Guidelines for Meeting with Experienced Scholars at a Conference

For graduate students or those new to a field, one of the most anticipated parts of going to conferences is meeting with other scholars from the field. Knowing that all those people – whose books you have read, lectures you have listened to, and ideas you have benefitted from – will be there is exciting. But, this is also a very anxious experience because we often don’t know how to go about meeting them! Can I really just contact them and expect them to meet with me?

In this post, I want to outline how to meet with scholars at a conference. This is from my own experience (read failure) and I would love feedback from others.

Three Types of Meetings

It is important to determine what kind of meeting you expect with the person. Failure to do so can lead to some awkward moments.

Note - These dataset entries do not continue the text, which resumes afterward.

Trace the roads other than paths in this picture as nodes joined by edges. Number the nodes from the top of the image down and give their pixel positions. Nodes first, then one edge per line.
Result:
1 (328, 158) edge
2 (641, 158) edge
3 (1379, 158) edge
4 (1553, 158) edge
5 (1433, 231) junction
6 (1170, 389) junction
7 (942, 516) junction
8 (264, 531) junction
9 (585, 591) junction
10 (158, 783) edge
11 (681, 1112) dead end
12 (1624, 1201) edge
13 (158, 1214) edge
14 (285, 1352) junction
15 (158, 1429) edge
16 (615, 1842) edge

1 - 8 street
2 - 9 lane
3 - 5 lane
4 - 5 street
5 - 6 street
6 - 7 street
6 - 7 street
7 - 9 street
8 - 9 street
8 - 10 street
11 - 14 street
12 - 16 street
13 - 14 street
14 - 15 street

1. Meet Them – This is the easiest encounter to pull off, and the easiest to ruin. Your real desire is to meet the person, with no real need to talk to them other than to say “Hi.” Be honest, the ultimate goal is to tweet your friends that you just met “So and So!” If this is the goal, and it is OK to admit it, do not contact them about meeting while at the conference just make it happen during the conference. Here are a few ways:

1. Check the conference schedule and find a session where they are involved. If interested, attend the session and before or after walk up and introduce yourself.

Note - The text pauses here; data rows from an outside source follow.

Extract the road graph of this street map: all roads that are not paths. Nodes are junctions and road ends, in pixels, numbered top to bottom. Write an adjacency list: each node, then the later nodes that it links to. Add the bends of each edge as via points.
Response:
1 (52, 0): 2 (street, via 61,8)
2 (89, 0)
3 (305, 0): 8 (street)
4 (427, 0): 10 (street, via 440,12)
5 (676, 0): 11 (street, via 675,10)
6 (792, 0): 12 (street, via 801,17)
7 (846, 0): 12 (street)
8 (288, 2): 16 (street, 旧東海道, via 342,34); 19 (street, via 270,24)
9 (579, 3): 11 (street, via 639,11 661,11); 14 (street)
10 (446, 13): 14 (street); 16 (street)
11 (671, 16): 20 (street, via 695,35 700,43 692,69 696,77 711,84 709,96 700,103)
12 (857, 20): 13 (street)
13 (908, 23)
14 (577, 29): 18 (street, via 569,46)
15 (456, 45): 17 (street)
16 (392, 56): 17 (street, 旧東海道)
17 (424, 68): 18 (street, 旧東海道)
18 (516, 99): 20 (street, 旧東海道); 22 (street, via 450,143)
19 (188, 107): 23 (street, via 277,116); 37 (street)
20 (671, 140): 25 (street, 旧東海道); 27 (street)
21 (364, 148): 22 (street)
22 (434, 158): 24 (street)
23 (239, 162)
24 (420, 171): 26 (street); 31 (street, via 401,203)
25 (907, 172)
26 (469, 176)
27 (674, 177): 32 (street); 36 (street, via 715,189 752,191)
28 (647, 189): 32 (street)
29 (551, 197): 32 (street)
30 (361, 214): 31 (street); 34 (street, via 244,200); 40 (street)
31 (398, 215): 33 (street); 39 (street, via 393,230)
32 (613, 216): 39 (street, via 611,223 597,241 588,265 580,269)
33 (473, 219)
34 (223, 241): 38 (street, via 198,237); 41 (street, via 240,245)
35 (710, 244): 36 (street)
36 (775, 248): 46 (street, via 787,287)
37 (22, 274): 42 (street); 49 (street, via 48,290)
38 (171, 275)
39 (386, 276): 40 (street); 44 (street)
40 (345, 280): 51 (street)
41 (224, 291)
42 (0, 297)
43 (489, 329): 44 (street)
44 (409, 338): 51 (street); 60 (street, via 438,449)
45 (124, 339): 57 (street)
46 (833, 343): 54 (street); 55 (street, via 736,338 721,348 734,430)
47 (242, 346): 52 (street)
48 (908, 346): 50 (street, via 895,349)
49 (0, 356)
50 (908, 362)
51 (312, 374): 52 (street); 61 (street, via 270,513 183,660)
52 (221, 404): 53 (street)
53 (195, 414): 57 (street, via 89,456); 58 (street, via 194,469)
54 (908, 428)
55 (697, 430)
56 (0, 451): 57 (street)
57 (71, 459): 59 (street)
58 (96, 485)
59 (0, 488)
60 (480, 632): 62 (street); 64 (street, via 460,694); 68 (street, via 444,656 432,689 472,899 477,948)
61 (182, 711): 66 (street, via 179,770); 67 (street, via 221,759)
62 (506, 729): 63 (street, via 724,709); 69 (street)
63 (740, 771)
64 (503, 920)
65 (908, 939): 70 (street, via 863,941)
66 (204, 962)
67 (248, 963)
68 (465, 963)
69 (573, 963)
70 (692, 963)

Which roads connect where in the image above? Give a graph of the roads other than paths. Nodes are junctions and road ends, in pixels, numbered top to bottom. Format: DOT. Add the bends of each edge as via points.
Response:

2. Find them at one of the main gatherings and introduce yourself.

3. Please be careful here, this starts to border on creepy! You see them at the conference center, hotel, dinner or wherever and want to approach them. So, you follow them discretely waiting for your chance to pounce. If you choose this route, a few suggestions: remember if you are doing it so are others; in this setting they just like you are busy doing something, even if it is just leaving; and get in and get out.

“Meeting them” is quite easy at a conference like SBLAAR. Just understand the goal – you just want to say you met them and there is no expectation of conversation or for them to even remember you.

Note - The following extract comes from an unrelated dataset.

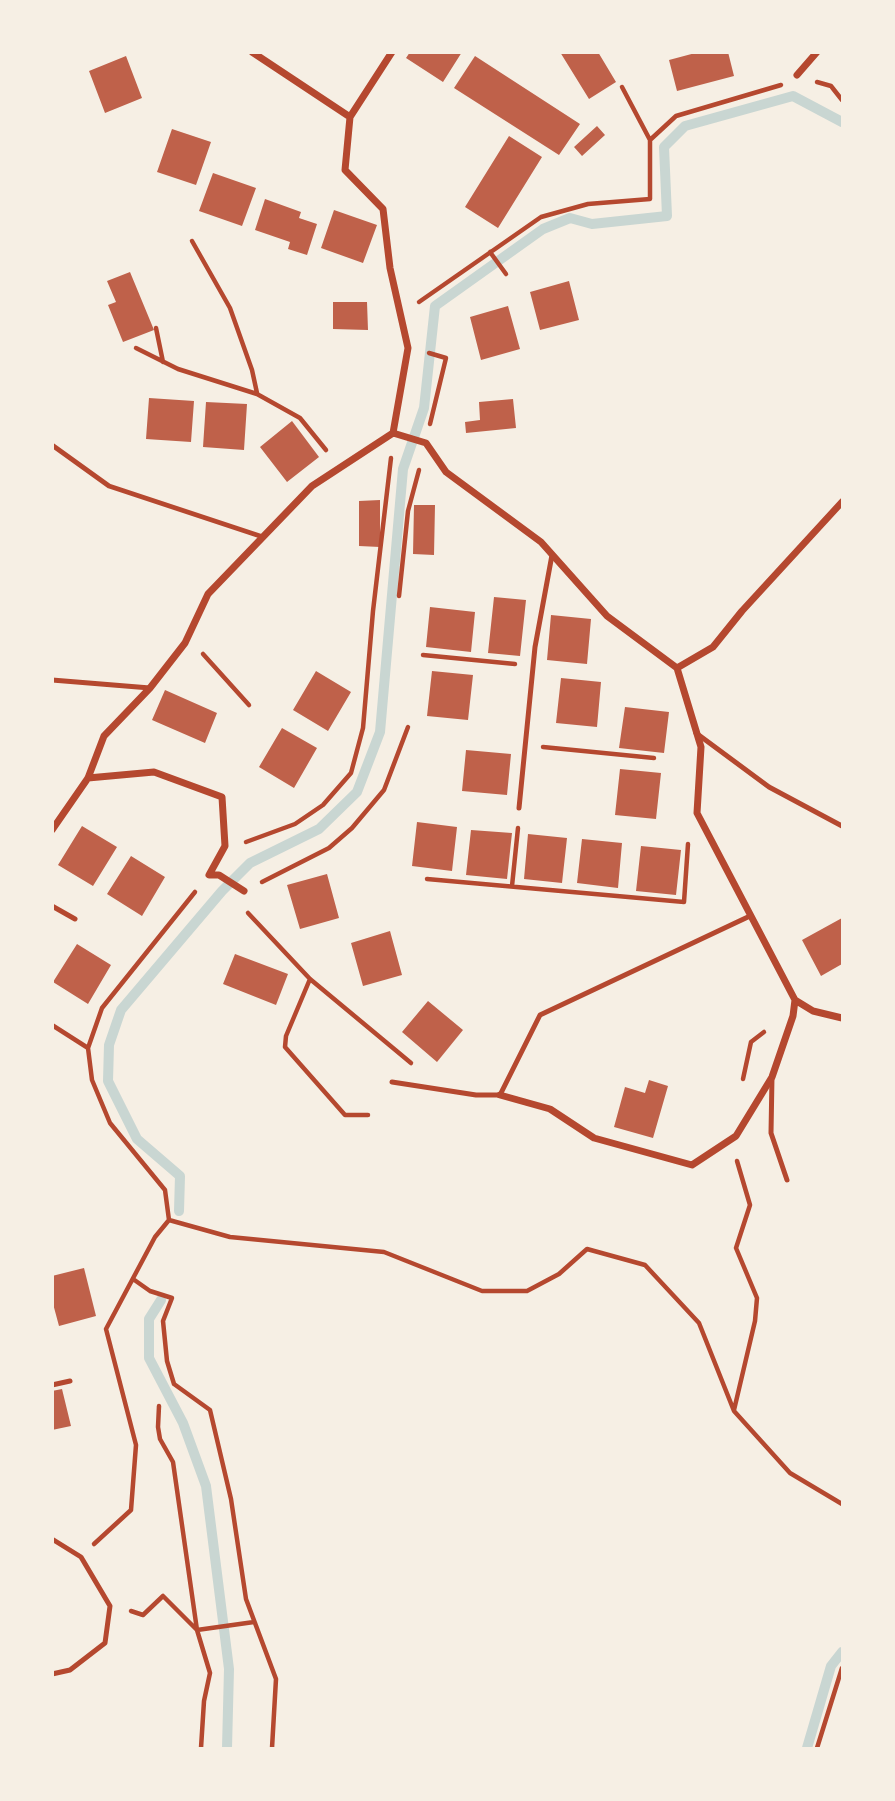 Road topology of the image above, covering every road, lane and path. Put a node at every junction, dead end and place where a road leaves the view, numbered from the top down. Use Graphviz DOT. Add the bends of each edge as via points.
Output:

2. Introduce Yourself – This level is also quite easy, but does require some planning. These people you want to talk with about your work, but only at a very basic level. For example, I am interested in the same topics or I have really benefitted from the broad scope of your work. In this encounter, your hope is not to have an in depth discussion but to open the door for further contact. Thus, you will need to do the following:

1. Contact them before the conference to set up a meeting time. This type of meeting will not take more than 30 minutes (15 minutes is probably the best).

2. Your initial contact should state you would why you want to meet (Example from an email I sent this year, “I would enjoy having the opportunity to talk about the common objections to the use of cognitive linguistics in biblical studies.”), and offer a few times that you can meet (this will show them how long you plan on meeting). Keep it short and to the point.

3. Before the meeting, prepare a few things: first, a one-or-two sentence explanation of you interests/research; a couple of questions that will allow them to opportunity to talk; if you don’t have a business card, something that you can hand them with your contact information; and finally ask about contacting them in the future for more conversation.

4. After the conference (with SBLAAR being week of Thanksgiving wait until the next week), send a follow-up email saying thanks for the time and with your contact information one more time. Also, mention that you look forward to talking again.

“Getting introduced” is fairly easy at most conferences, but remember the point – to open up avenue for further discussion. Do not take much of their time, or try to accomplish more than getting acquainted. This has been one of my common mistakes, moving “in for the kill” to quickly. Take the long view and use these times to foster ongoing relationships.

3. Deep Discussion – The third level of meeting is the hardest…it takes time, a place conducive to discussion, and the most preparation. You should only try to have a couple of these during any one conference and it should probably be with those you are already acquainted.

1. Like above, contact the person and be specific about intentions.

2. Once meeting is set, follow-up (assume through email) with more information about meeting. Give your interests and specific questions you have for them.

3. At them meeting, be ready to remind them of material in previous contact and have an agenda prepared (can be as easy as list of prepared questions). It is OK to spend a few minutes catching up/getting to know but this is a meeting about something specific. You must be focused on getting your questions answered in the amount of time you have with them. Remember, the meeting is about getting their ideas not talking through your own. After all, your ideas will still be there when you get home! Also, it is your job to make sure to end the discussion on time. No matter how good the discussion is going, when the time is up offer the opportunity to leave! If they choose to stay all bets are off, but you do not want to be in the situation of getting shut down. It leaves a bad taste and makes it hard to contact them in the future.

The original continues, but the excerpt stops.